Although I had heard and possibly even used the word before then, I was introduced to the origin and full meaning of the word “serendipity” while reading some online articles by Richard Eyre.  Serendipity and its implications for living more fully is fascinating to me.

Before delving into serendipity, Eyre starts with a series of articles on what he calls the “deceivers.”  He then presents the “alternatives.”  In this case, the deceiver is “control,” and the alternative is serendipity.  In today’s post I hope to summarize Eyre’s ideas regarding the problems with our efforts to control our lives; my next post will deal with the alternative of serendipity. 

Think about a time when you experienced frustration and stress.  Very often, these negative and counterproductive feelings result from our attempts to control outcomes in our lives.  We try to control not only things in our own life but also things in others’ lives- things that are often uncontrollable.

It is much easier for me to talk in generalities than in concrete examples, but here are a few ways we might try to control outcomes- we want to bake a treat, and we become frustrated that it doesn’t turn out as perfectly as we had planned; we want a child to be respectful, to obey, to do what we want them to do, to graduate from college, etc. but we stress when the child makes mistakes or does not share the same vision that we have for them; we want to have the perfect job, car, house, family, etc. but feel as failures if any of these seems less than perfect.

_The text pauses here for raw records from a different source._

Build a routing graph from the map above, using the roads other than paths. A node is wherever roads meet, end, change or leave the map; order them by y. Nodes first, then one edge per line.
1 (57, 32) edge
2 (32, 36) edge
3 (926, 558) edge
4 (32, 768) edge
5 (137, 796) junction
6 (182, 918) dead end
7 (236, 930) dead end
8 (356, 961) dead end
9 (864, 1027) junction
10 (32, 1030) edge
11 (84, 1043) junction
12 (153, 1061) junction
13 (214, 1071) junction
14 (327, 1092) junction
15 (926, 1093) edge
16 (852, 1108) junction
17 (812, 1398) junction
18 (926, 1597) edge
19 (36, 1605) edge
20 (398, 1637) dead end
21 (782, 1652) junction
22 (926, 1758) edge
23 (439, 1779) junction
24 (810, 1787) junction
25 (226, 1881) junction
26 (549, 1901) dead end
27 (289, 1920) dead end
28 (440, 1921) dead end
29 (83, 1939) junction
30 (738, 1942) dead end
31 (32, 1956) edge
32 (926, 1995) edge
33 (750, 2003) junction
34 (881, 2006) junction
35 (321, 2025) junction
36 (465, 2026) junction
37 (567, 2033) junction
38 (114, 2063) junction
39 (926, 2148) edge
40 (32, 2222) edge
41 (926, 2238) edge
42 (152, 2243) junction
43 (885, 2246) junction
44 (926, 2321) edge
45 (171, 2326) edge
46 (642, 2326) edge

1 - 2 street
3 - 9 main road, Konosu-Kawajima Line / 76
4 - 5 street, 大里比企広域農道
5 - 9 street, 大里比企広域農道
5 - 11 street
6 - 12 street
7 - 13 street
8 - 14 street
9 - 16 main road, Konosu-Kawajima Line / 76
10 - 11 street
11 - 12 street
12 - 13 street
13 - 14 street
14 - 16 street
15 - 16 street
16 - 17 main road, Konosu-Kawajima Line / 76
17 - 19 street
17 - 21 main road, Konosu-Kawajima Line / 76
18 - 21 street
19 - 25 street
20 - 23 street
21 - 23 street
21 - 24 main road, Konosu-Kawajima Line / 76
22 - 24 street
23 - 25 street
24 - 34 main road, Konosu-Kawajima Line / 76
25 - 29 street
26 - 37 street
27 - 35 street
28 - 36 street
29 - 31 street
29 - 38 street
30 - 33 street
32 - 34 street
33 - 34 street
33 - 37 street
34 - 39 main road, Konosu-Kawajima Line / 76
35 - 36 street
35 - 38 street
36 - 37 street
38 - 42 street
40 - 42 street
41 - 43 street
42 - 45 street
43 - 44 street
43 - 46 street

I suppose some desire to control outcomes isn’t necessarily bad.  Who begins making a treat hoping that it will burn or taste awful?  Who doesn’t want their child to be successful?  Who doesn’t want to have a good job, car, home, or family?  A certain degree of control, stress, and frustration are probably necessary to achieve good things in our lives.  The trouble arises when our need to control begins dominating our lives and the level of stress and frustration we feel is more prevalent than the joy, peace, and happiness we experience.

Eyre proposes serendipity as the alternative to the “white knuckled,” will-power approach to controlling our lives.  My next post will explore this serendipity- the origin of the word, what it means, and how we can develop this ability to live more joyfully and productively.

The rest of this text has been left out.